Saturday 1 December / DAI Public lecture by Mark Fisher / After the Event: Leaving Behind Impotent Violence So We Can Win the War of Position / Location: Festival of Independents / Kunstvlaai 2012
19.30- 21.00
After the Event: Leaving Behind Impotent Violence So We Can Win the War of Position
The question of violence and the left has to be treated strategically, not ethically. Whilst it is certainly case that the abstract, systemic violence of capital exceeds in its ferocity and destruction any physical force that anti-capitalist forces are likely to muster, any defence of violence by the left is liable to weaken the left's capacity to form hegemony. When left intellectuals are drawn into defending the 'necessary' violence of the French Revolution, Mao and the like, they fall into a trap. Certainly, there are types of 'violence' which would further leftist aims, but this must be thought of in military, rather than philosophical, terms: what will help us win the war against capital? I will discuss this with particular reference to some recent events in the UK, including the student movement of 2010 and the English riots of 2011.

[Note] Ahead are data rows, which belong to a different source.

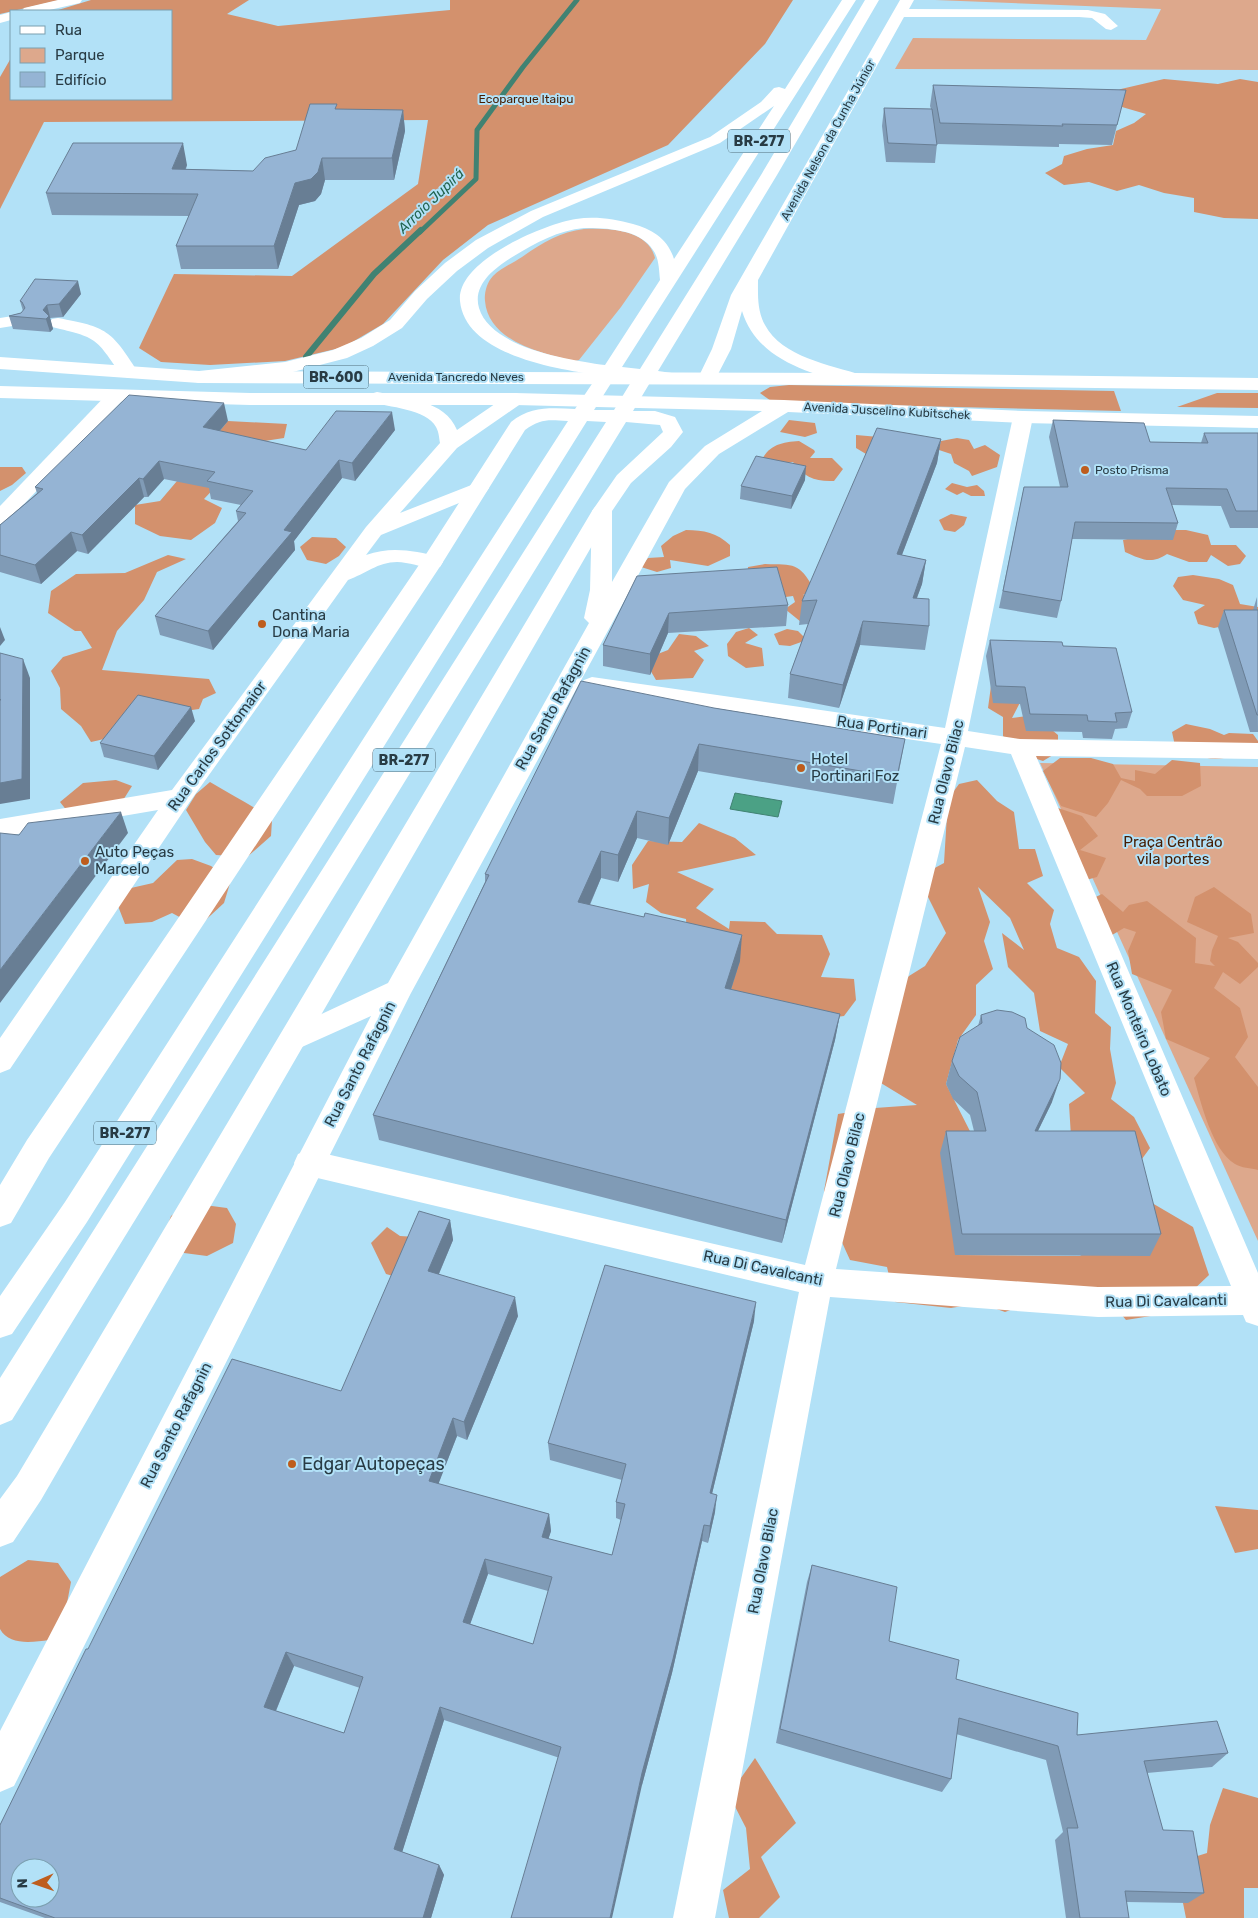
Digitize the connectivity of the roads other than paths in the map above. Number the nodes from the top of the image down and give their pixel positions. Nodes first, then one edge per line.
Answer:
1 (75, 0) edge
2 (849, 0) edge
3 (872, 0) edge
4 (903, 6) edge
5 (33, 10) edge
6 (1110, 26) dead end
7 (812, 56) junction
8 (749, 280) junction
9 (669, 281) junction
10 (19, 320) edge
11 (0, 323) edge
12 (58, 323) dead end
13 (0, 355) edge
14 (0, 363) edge
15 (31, 365) junction
16 (130, 372) junction
17 (199, 377) junction
18 (672, 378) junction
19 (707, 378) junction
20 (855, 379) junction
21 (1258, 384) edge
22 (0, 392) edge
23 (116, 396) junction
24 (377, 398) junction
25 (515, 399) junction
26 (784, 406) junction
27 (1023, 417) junction
28 (1258, 422) edge
29 (450, 444) junction
30 (479, 488) junction
31 (602, 511) junction
32 (0, 518) edge
33 (373, 531) junction
34 (432, 562) junction
35 (339, 577) junction
36 (591, 638) junction
37 (567, 682) junction
38 (955, 738) junction
39 (1020, 747) junction
40 (1258, 751) edge
41 (180, 797) junction
42 (0, 828) edge
43 (398, 991) junction
44 (293, 1040) junction
45 (0, 1061) edge
46 (309, 1163) junction
47 (0, 1213) edge
48 (817, 1282) junction
49 (1256, 1304) edge
50 (0, 1323) edge
51 (0, 1410) edge
52 (0, 1529) edge
53 (0, 1772) edge
54 (694, 1918) edge

1 - 5 main road
2 - 7 main road, BR-277
3 - 51 main road, BR-277
4 - 6 main road
4 - 8 main road, Avenida Nelson da Cunha Júnior
7 - 9 main road, BR-277
7 - 17 main road
8 - 19 main road, Avenida Nelson da Cunha Júnior
8 - 20 main road
9 - 18 main road
9 - 50 main road, BR-277
10 - 11 main road
12 - 16 main road
13 - 15 main road
14 - 15 main road, Avenida Tancredo Neves / BR-600
15 - 16 main road, Avenida Tancredo Neves / BR-600
16 - 17 main road, Avenida Tancredo Neves / BR-600
17 - 18 main road, Avenida Tancredo Neves / BR-600
18 - 19 main road, Avenida Juscelino Kubitschek
19 - 20 main road, Avenida Juscelino Kubitschek
20 - 21 main road, Avenida Juscelino Kubitschek
22 - 23 main road, Avenida Tancredo Neves / BR-600
23 - 24 main road, Avenida Tancredo Neves / BR-600
23 - 32 main road
24 - 25 main road, Avenida Tancredo Neves / BR-600
24 - 29 main road
25 - 26 main road, Avenida Juscelino Kubitschek
25 - 29 main road, Rua Carlos Sottomaior
26 - 27 main road, Avenida Juscelino Kubitschek
26 - 36 main road, Rua Santo Rafagnin
27 - 28 main road, Avenida Juscelino Kubitschek
27 - 38 main road, Rua Olavo Bilac
29 - 33 main road, Rua Carlos Sottomaior
30 - 31 main road
30 - 33 main road
30 - 34 main road
31 - 36 main road
31 - 44 main road
33 - 35 main road, Rua Carlos Sottomaior
34 - 35 main road
34 - 47 main road
35 - 41 main road, Rua Carlos Sottomaior
36 - 37 main road, Rua Santo Rafagnin
37 - 38 main road, Rua Portinari
37 - 43 main road, Rua Santo Rafagnin
38 - 39 main road, Rua Portinari
38 - 48 main road, Rua Olavo Bilac
39 - 40 main road, Rua Portinari
39 - 49 main road, Rua Monteiro Lobato
41 - 42 main road
41 - 45 main road, Rua Carlos Sottomaior
43 - 44 main road
43 - 46 main road, Rua Santo Rafagnin
44 - 52 main road
46 - 48 main road, Rua Di Cavalcanti
46 - 53 main road, Rua Santo Rafagnin
48 - 49 main road, Rua Di Cavalcanti
48 - 54 main road, Rua Olavo Bilac

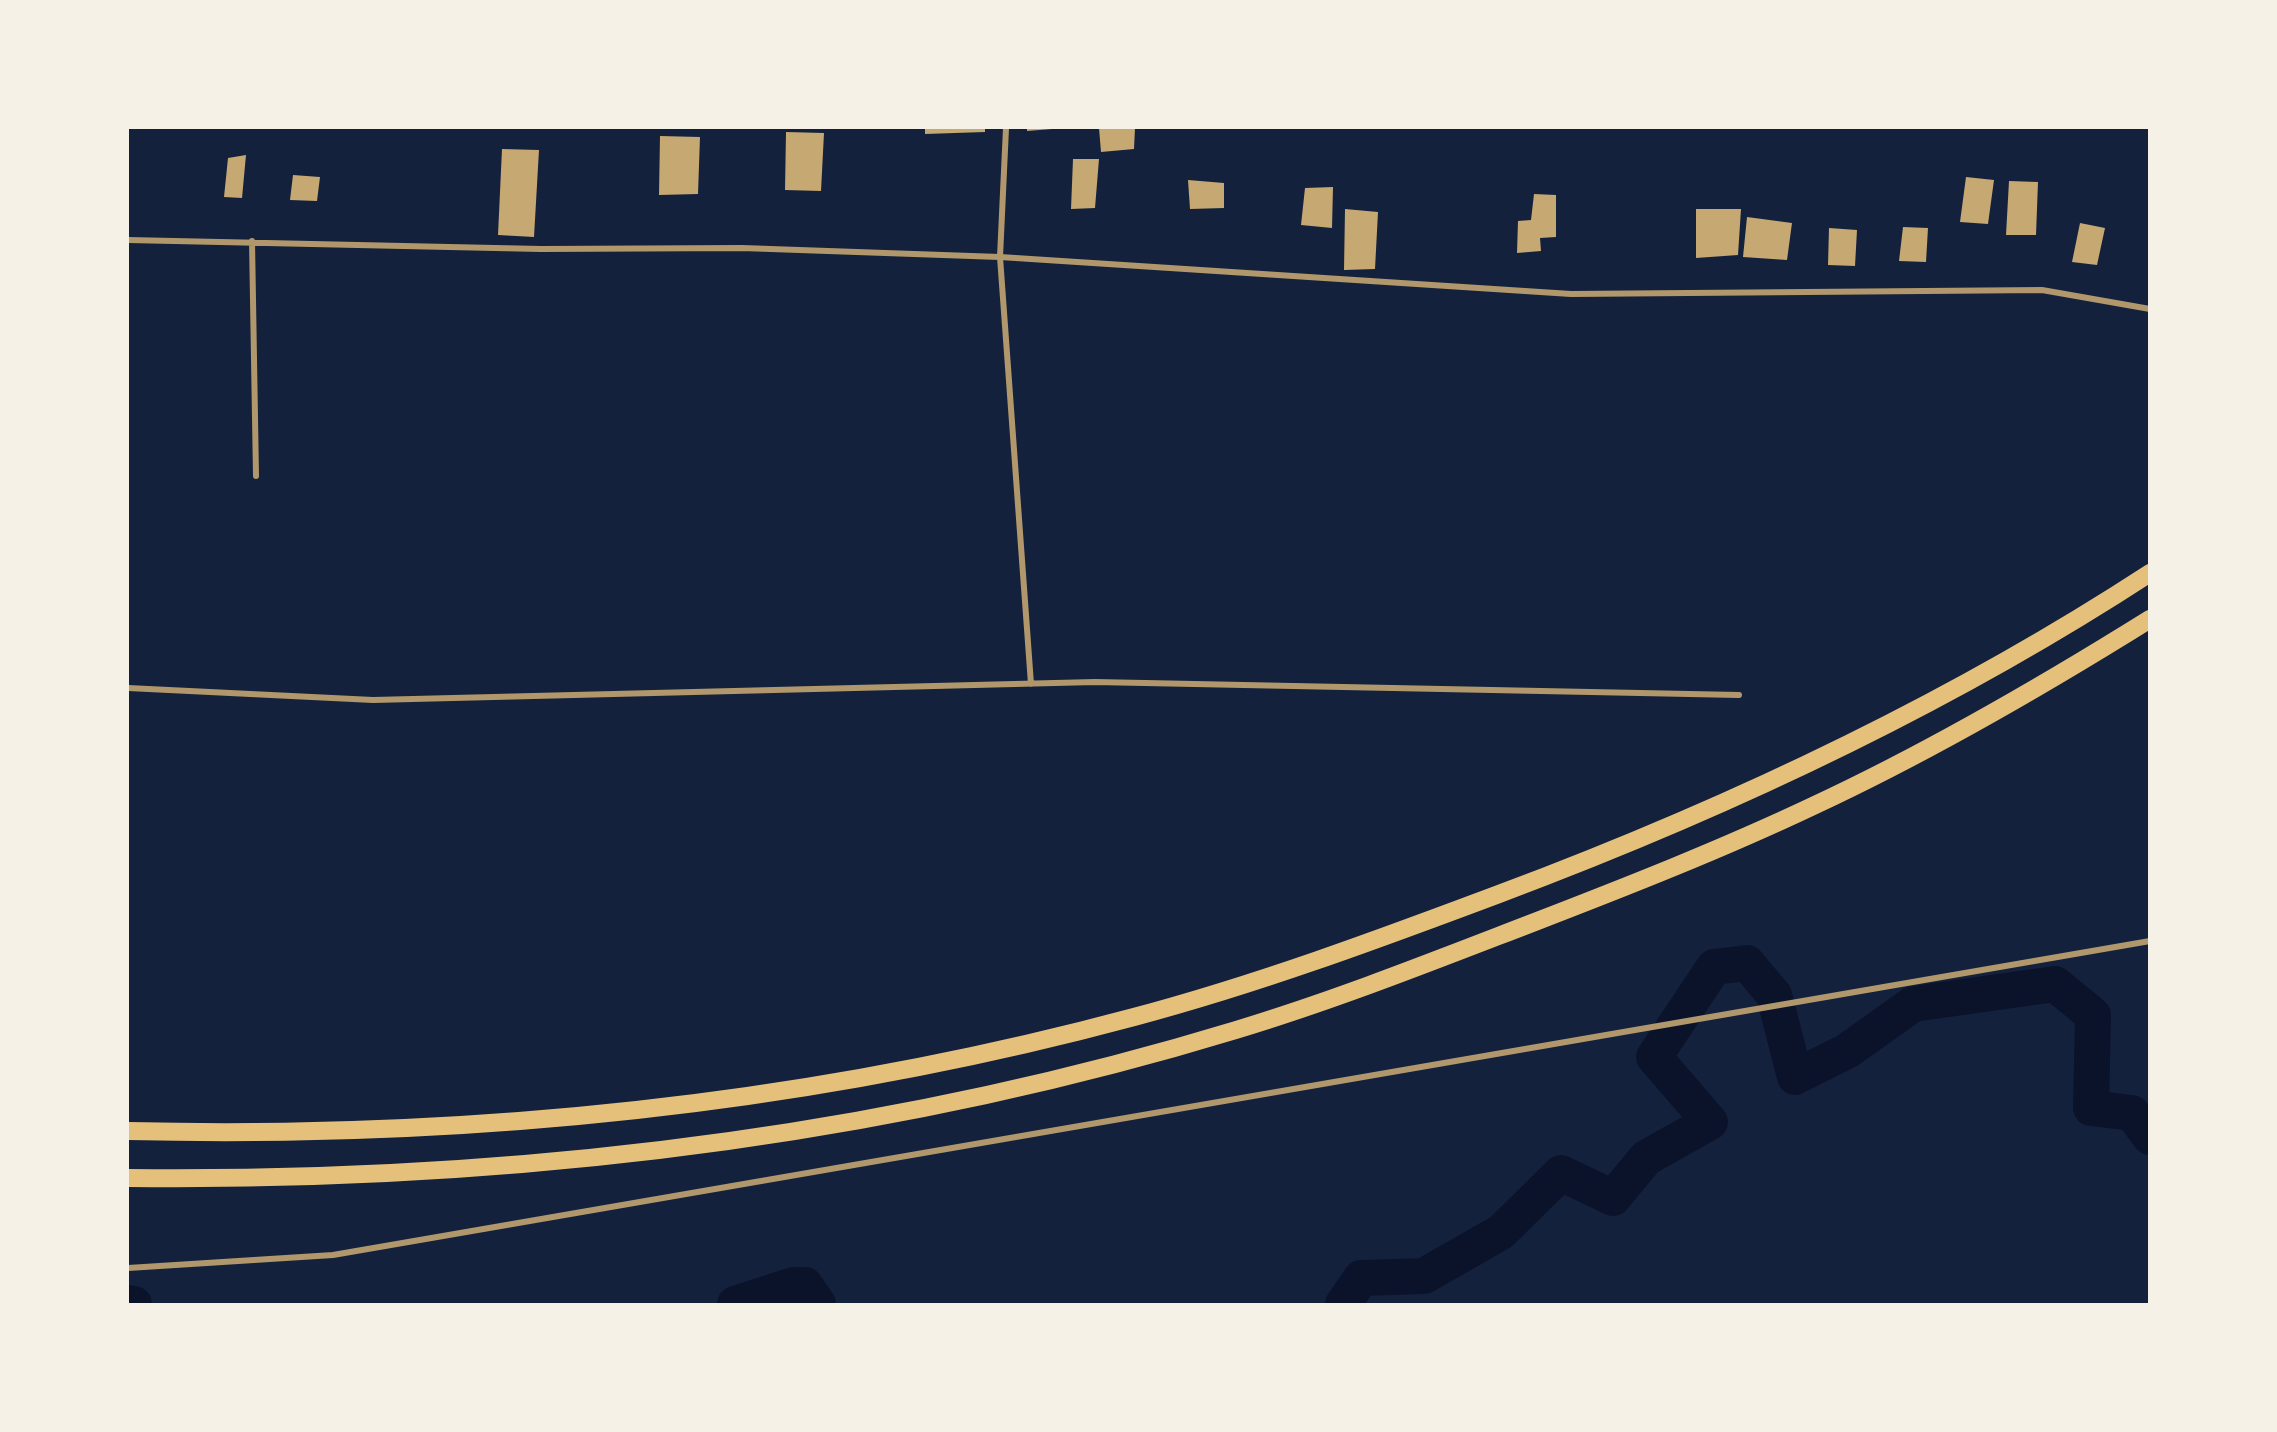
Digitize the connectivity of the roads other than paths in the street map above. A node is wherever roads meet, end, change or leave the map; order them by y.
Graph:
1 (1006, 128) edge
2 (128, 240) edge
3 (252, 241) junction
4 (1000, 257) junction
5 (2150, 309) edge
6 (256, 476) dead end
7 (2150, 573) edge
8 (2150, 620) edge
9 (1031, 684) junction
10 (128, 688) edge
11 (1739, 695) dead end
12 (2150, 941) edge
13 (128, 1131) edge
14 (128, 1178) edge
15 (128, 1268) edge

1 - 4 street
2 - 3 street
3 - 4 street
3 - 6 street
4 - 5 street
4 - 9 street
7 - 13 highway
8 - 14 highway
9 - 10 street
9 - 11 street
12 - 15 street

Mark Fisher is the author of Capitalist Realism (Zer0, 2009) and the forthcoming Ghosts of my Life: Writings on Depression, Hauntology and Lost Futures (Zer0, 2013). His writing has appeared in many publications, including Film Quarterly, Frieze, The Guardian and Sight&Sound. He teaches at Goldsmiths, University of London, the University of East London and the City Literary Institute. His new audio-essay On Vanishing Land (produced in collaboration with Justin Barton) will be playing at the Showroom in London from February 2013.
This lecture takes place upon an invitation by Doreen Mende for Reading for Writing or How to do Things with Theory .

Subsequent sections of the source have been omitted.